Louise Michel, en exploitant tous les ressorts traditionnels du conte pour enfant, utilise cependant le genre d’une manière très souple, comme une structure d’expression susceptible de mouvement et d’adaptation, pouvant accueillir plusieurs registres de langage. Dans « L’arithmétique de Mère Gudule », Louise Michel montre comment la mère Gudule parvient à faire comprendre le calcul au petit Yvon d’une manière ludique et non autoritaire : en jouant sur sa gourmandise. Dans son introduction au recueil, le préfacier note que la permanence et la mobilité intrinsèques du conte permettent à la narratrice de concevoir une intervention pédagogique en situation. Puis il se demande :

« Dans un examen plus avancé, peut-on parler de visées politiques et de propagande ? Sans doute ces contes veulent-ils montrer le bon choix à faire et le bon chemin à suivre. Sans doute ont-ils aussi pour intention de susciter un sens critique permettant d’éviter des égarements d’appréciations, les pièges trop nombreux d’un asservissement idéologique. Sans doute se proposent-ils de mettre un peu d’ordre dans les valeurs et "un peu de cohérence dans le tumulte des sentiments" - pour reprendre une formule de Bruno Bettelheim – jusqu’à la constitution de l’homme juste et l’élaboration d’une conscience sociale universelle. Pourtant les différents tableaux de ce recueil n’ont pas le manichéisme doucereux ni le prosélytisme flûté de nombreux manuels bien pensants pour la jeunesse. On ne trouve pas davantage dans ces pages cette mécanique disciplinaire qui infeste certains ouvrages d’obédiences différentes » [6].

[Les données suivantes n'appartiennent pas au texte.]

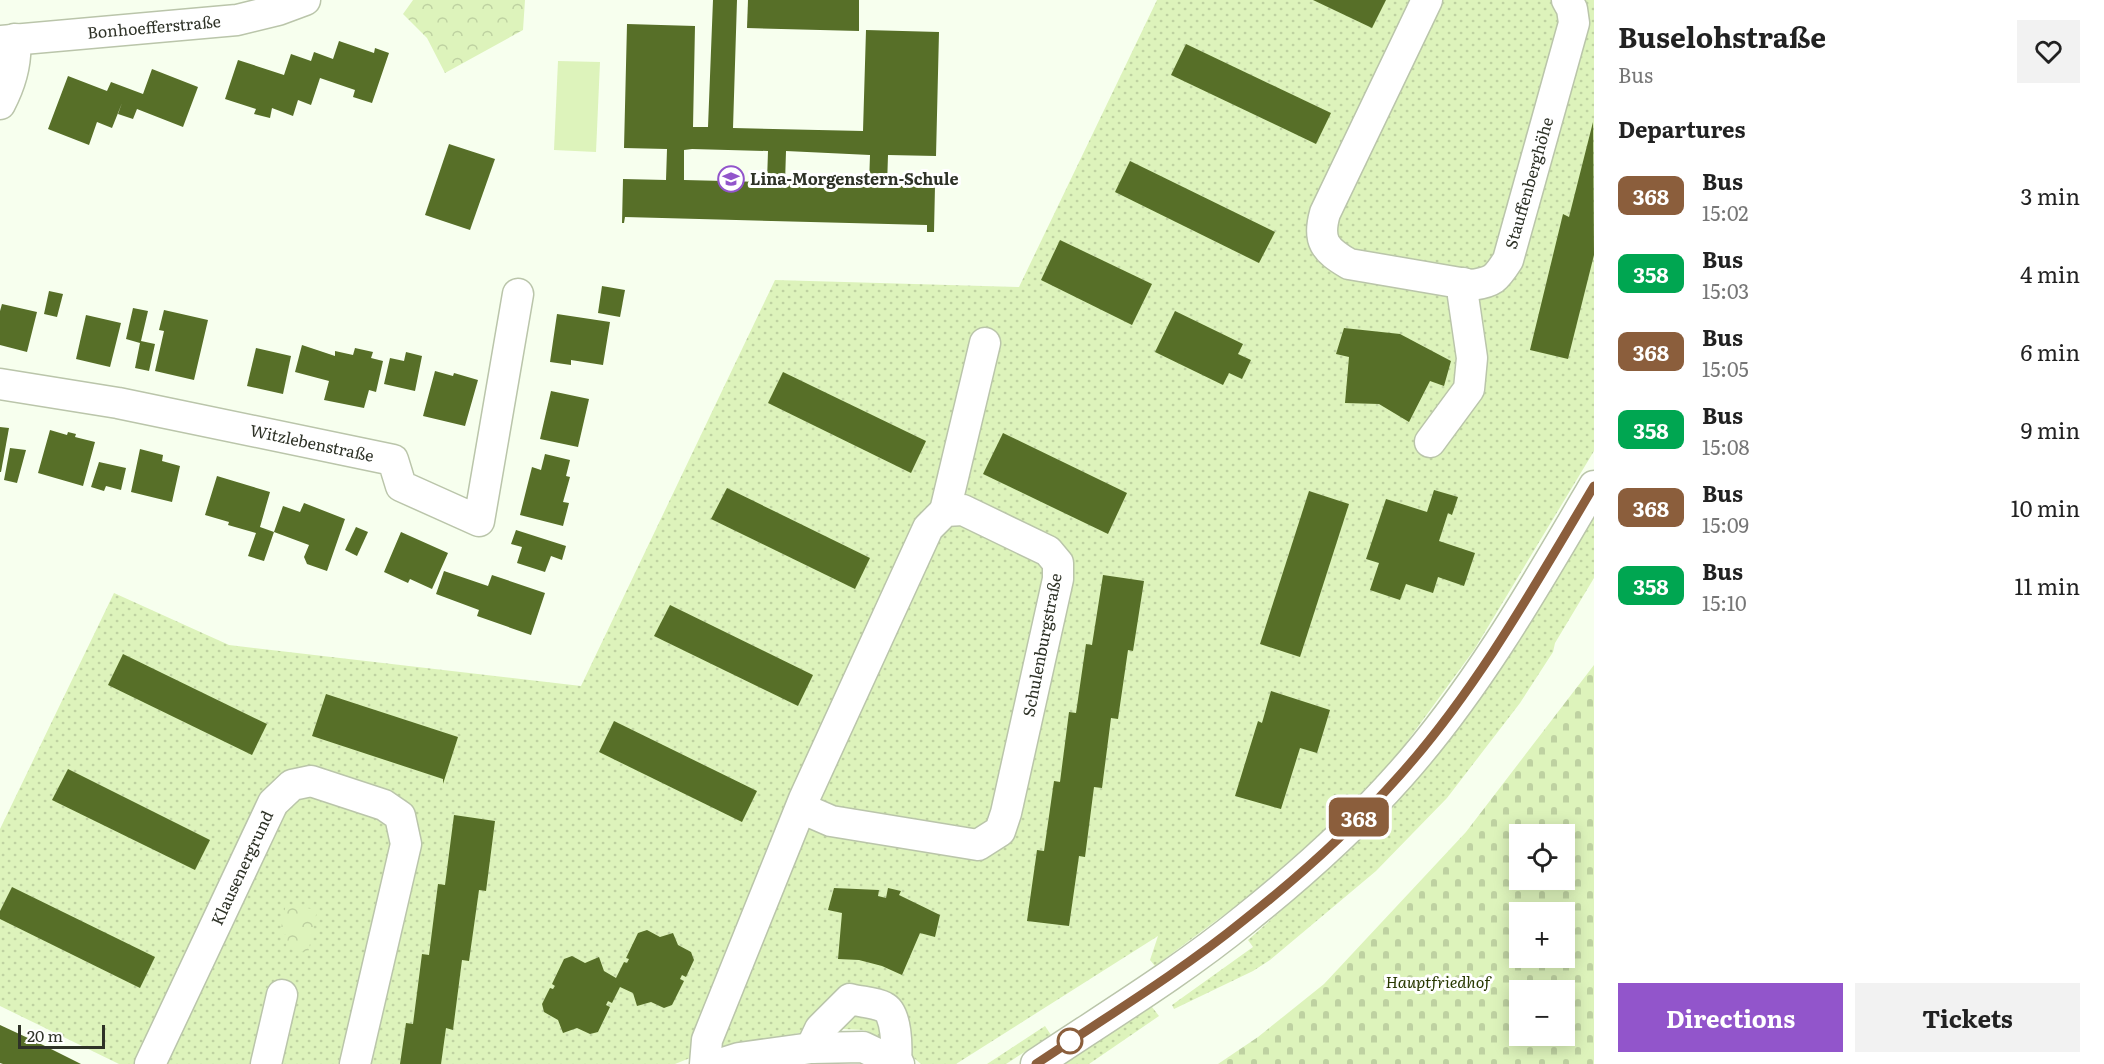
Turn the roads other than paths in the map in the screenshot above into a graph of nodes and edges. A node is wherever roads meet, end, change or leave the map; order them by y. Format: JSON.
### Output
{"nodes":[{"id":1,"x":305,"y":0,"type":"edge"},
{"id":2,"x":1427,"y":0,"type":"edge"},
{"id":3,"x":1567,"y":0,"type":"edge"},
{"id":4,"x":8,"y":40,"type":"edge"},
{"id":5,"x":0,"y":105,"type":"edge"},
{"id":6,"x":1463,"y":283,"type":"junction"},
{"id":7,"x":518,"y":294,"type":"dead end"},
{"id":8,"x":985,"y":343,"type":"dead end"},
{"id":9,"x":0,"y":384,"type":"edge"},
{"id":10,"x":1430,"y":442,"type":"dead end"},
{"id":11,"x":1594,"y":486,"type":"edge"},
{"id":12,"x":945,"y":511,"type":"junction"},
{"id":13,"x":801,"y":808,"type":"junction"},
{"id":14,"x":282,"y":996,"type":"dead end"},
{"id":15,"x":811,"y":1048,"type":"junction"},
{"id":16,"x":898,"y":1063,"type":"edge"},
{"id":17,"x":150,"y":1064,"type":"edge"},
{"id":18,"x":266,"y":1064,"type":"edge"},
{"id":19,"x":355,"y":1064,"type":"edge"},
{"id":20,"x":705,"y":1064,"type":"edge"},
{"id":21,"x":720,"y":1064,"type":"edge"},
{"id":22,"x":1036,"y":1064,"type":"edge"}],
"edges":[{"from":1,"to":4,"type":"street","name":"Bonhoefferstraße"},
{"from":2,"to":6,"type":"street","name":"Stauffenberghöhe"},
{"from":3,"to":6,"type":"street","name":"Stauffenberghöhe"},
{"from":4,"to":5,"type":"street"},
{"from":6,"to":10,"type":"street"},
{"from":7,"to":9,"type":"street","name":"Witzlebenstraße"},
{"from":8,"to":12,"type":"street"},
{"from":11,"to":22,"type":"street"},
{"from":12,"to":13,"type":"street"},
{"from":12,"to":13,"type":"street","name":"Schulenburgstraße"},
{"from":13,"to":20,"type":"street"},
{"from":14,"to":18,"type":"street"},
{"from":15,"to":16,"type":"street"},
{"from":15,"to":16,"type":"street"},
{"from":15,"to":21,"type":"street"},
{"from":17,"to":19,"type":"street","name":"Klausenergrund"}]}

Alors que dans la plupart des textes pour enfants, il s’agit de redresser une nature humaine défaillante (d’où le rôle important joué par les punitions dans les récits pour enfants), Louise Michel donne une image des individus qui sont, au fond d’eux-mêmes, potentiellement bons. Le sauvage qu’elle met en scène dans le conte « Petit-Épi » porte en lui les possibilités de progrès et de développement, et ne doit pas les attendre d’ailleurs. C’est en eux-mêmes que les enfants doivent trouver les principes de leur personnalité : le conte intitulé « La lettre de Cécile pour le jour de l’an » montre les malheurs d’une jeune fille qui a eu la mauvaise idée de copier dans les livres pour écrire une lettre, au lieu de chercher l’inspiration au fond de son cœur. L’auteur rejette nettement toutes les anciennes valeurs dans le respect desquels on veut tenir les enfants. Montrer le passé revient pour elle à faire prendre conscience de ses faiblesses et de sa barbarie, et inviter à élaborer un temps nouveau : le futur est à construire, nullement soumis à la fatalité.

Louise Michel reprend donc les thèmes de la littérature enfantine de son temps, mais ses intentions sont différentes, et elle aboutit finalement à un recueil de contes bien peu conformistes.

Caroline GRANIER

"Nous sommes des briseurs de formules". Les écrivains anarchistes en France à la fin du dix-neuvième siècle. Thèse de doctorat de l’Université Paris 8. 6 décembre 2003.